Michiel Schapers (born 11 October 1959) is a former tennis player from the Netherlands.

Tennis career
Turning professional in 1982, Schapers represented his native country at the 1988 Summer Olympics in Seoul, where he was defeated in quarterfinals by eventual winner Miloslav Mečíř of Czechoslovakia.

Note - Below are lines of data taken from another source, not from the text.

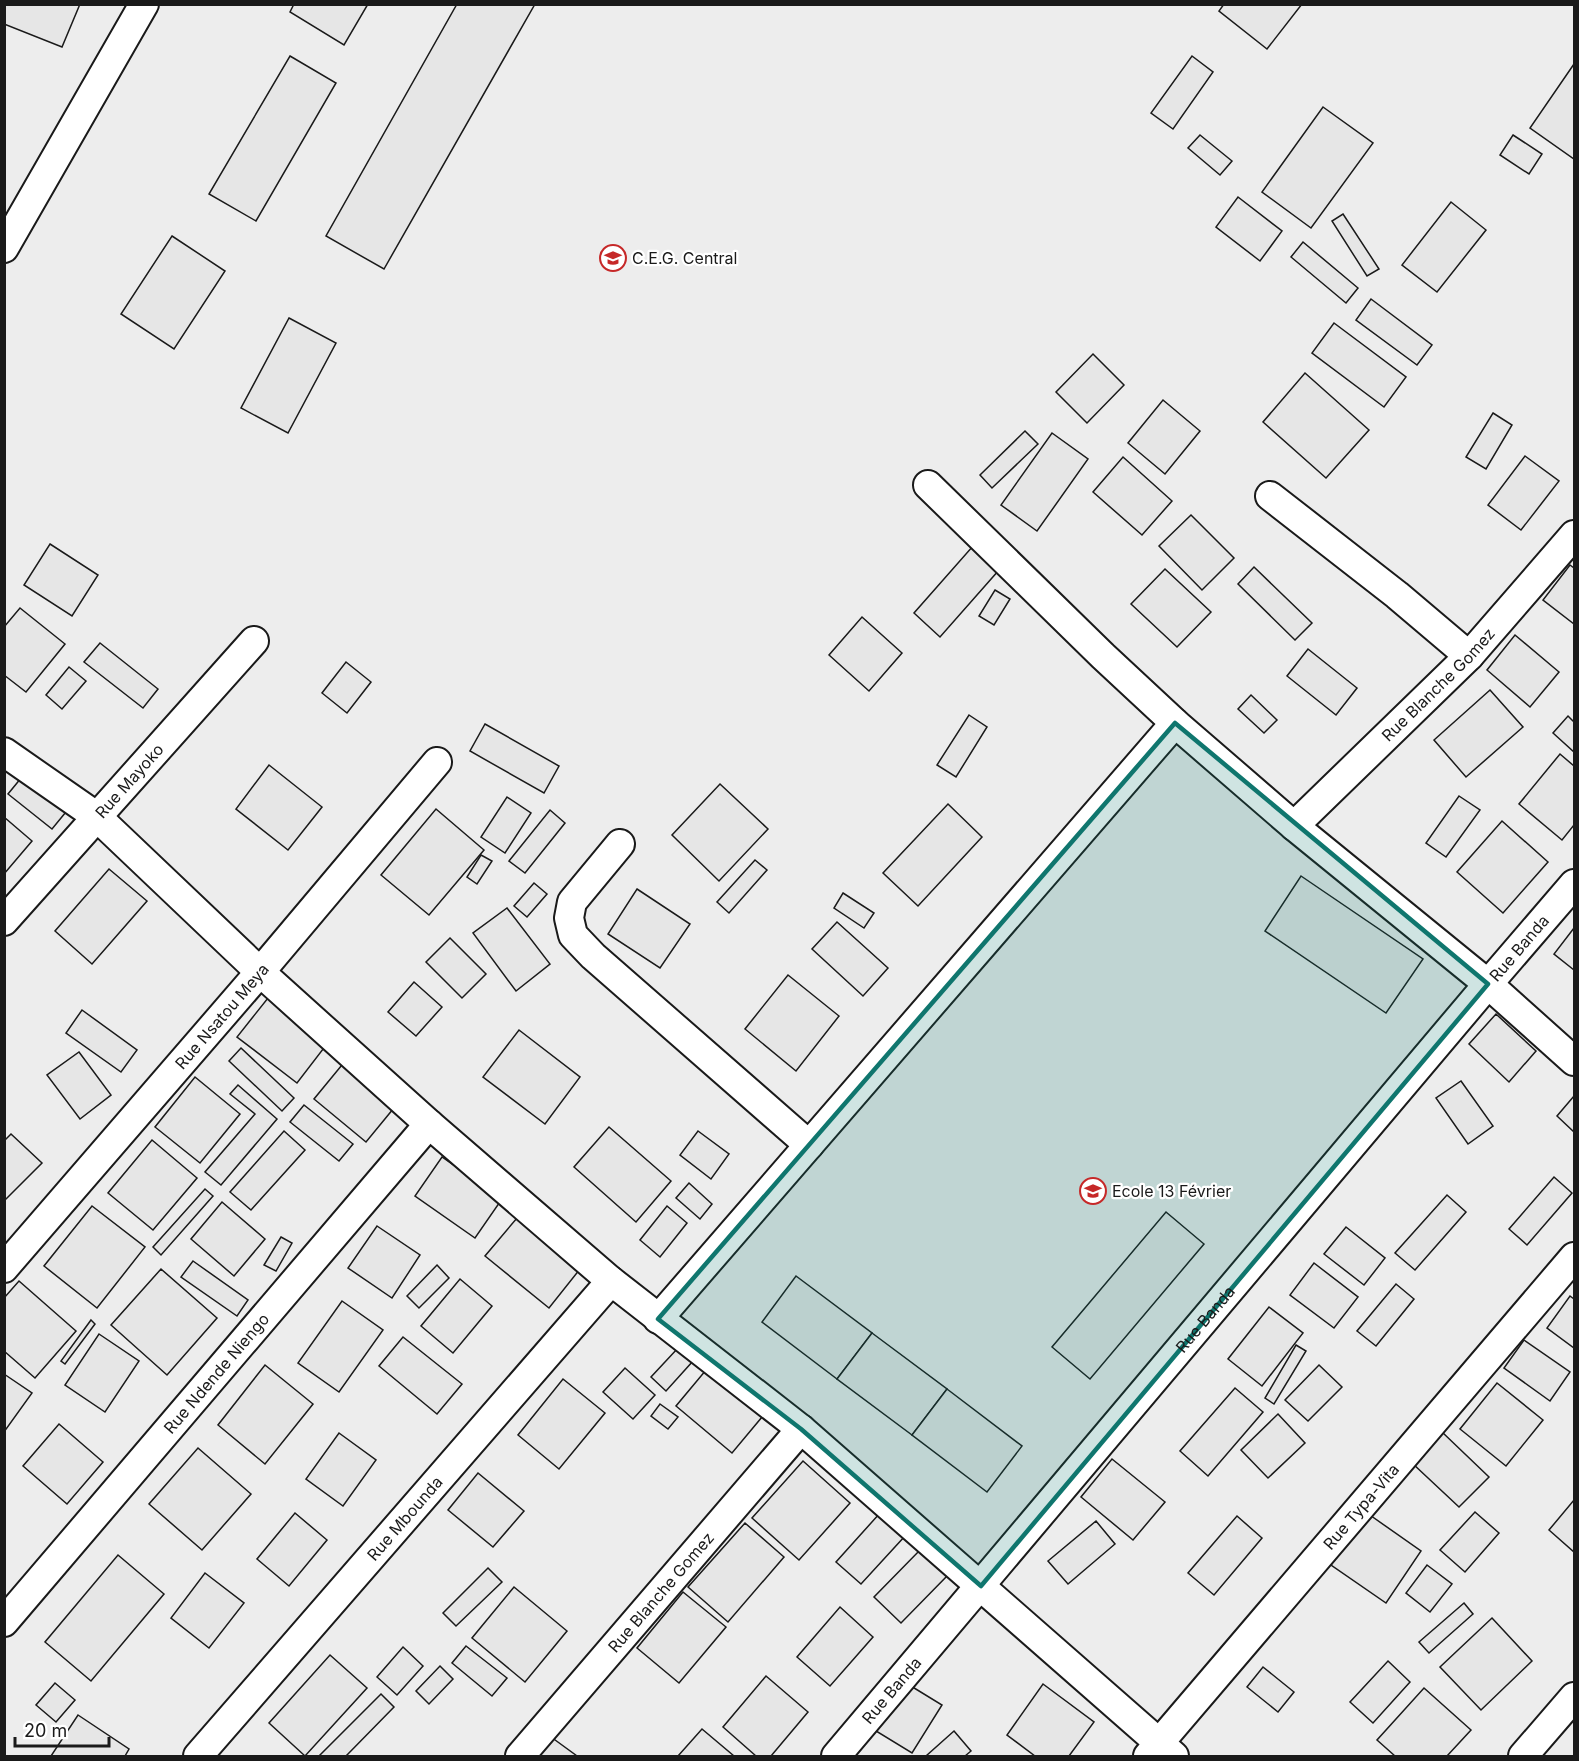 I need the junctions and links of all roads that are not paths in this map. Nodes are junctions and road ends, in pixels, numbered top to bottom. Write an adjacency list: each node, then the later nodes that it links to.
1 (144, 4): 2 (street)
2 (4, 248)
3 (928, 485): 8 (street)
4 (1270, 496): 7 (street)
5 (1575, 535): 7 (street, Rue Blanche Gomez)
6 (254, 641): 11 (street, Rue Mayoko)
7 (1469, 656): 12 (street, Rue Blanche Gomez)
8 (1175, 723): 12 (street); 20 (street)
9 (4, 752): 11 (street)
10 (436, 762): 16 (street, Rue Nsatou Meya)
11 (96, 816): 15 (street, Rue Mayoko); 16 (street)
12 (1294, 826): 17 (street)
13 (620, 844): 20 (street)
14 (1575, 884): 17 (street, Rue Banda)
15 (4, 921)
16 (260, 972): 19 (street); 22 (street, Rue Nsatou Meya)
17 (1488, 984): 18 (street); 26 (street, Rue Banda)
18 (1575, 1061)
19 (429, 1124): 23 (street); 27 (street, Rue Ndende Niengo)
20 (810, 1145): 24 (street)
21 (1575, 1257): 29 (street, Rue Typa-Vita)
22 (4, 1268)
23 (611, 1281): 24 (street); 30 (street, Rue Mbounda)
24 (658, 1319): 25 (street)
25 (801, 1429): 26 (street); 31 (street, Rue Blanche Gomez)
26 (981, 1586): 29 (street); 32 (street, Rue Banda)
27 (4, 1622)
28 (1575, 1696): 33 (street)
29 (1160, 1752)
30 (198, 1756)
31 (520, 1756)
32 (836, 1756)
33 (1523, 1756) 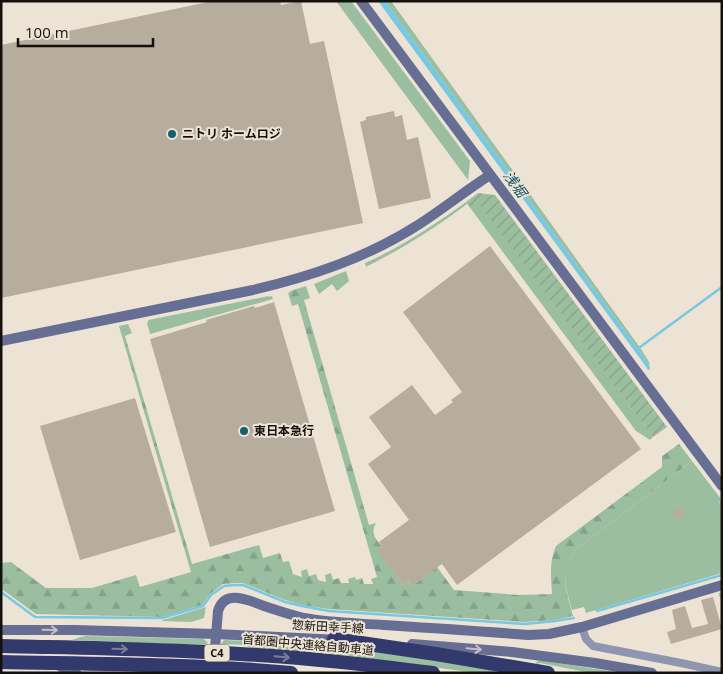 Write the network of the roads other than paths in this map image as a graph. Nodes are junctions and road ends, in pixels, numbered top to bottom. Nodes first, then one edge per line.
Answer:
1 (361, 1) edge
2 (490, 175) junction
3 (1, 341) edge
4 (722, 486) edge
5 (722, 586) edge
6 (582, 627) junction
7 (1, 630) edge
8 (75, 630) junction
9 (215, 634) junction
10 (334, 639) junction
11 (1, 646) edge
12 (1, 662) edge
13 (722, 672) edge
14 (76, 673) edge
15 (213, 673) edge
16 (291, 673) edge
17 (432, 673) edge
18 (548, 673) edge
19 (652, 673) edge

1 - 2 street
2 - 3 street
2 - 4 street
5 - 6 street
6 - 9 street
6 - 13 street
7 -> 8 street, 惣新田幸手線
8 - 9 street, 惣新田幸手線
8 - 14 street
9 - 10 street, 惣新田幸手線
9 - 15 street
10 - 18 highway
10 -> 19 street, 惣新田幸手線
11 -> 17 highway, 首都圏中央連絡自動車道 / C4, bridge
12 - 16 highway, C4, bridge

In 1987 at Wimbledon, he was the only player to take a set against eventual champion Pat Cash in their third-round match. His most famous victory was over reigning Wimbledon champion Boris Becker in the second round of the 1985 Australian Open. Schapers went on to reach the quarterfinals, his best singles result at a Grand Slam, and later equaled that result at the 1988 Australian Open. In 1988, he reached the final of the mixed-doubles draw at the French Open together with Brenda Schultz-McCarthy in which they lost to Lori McNeil and Jorge Lozano.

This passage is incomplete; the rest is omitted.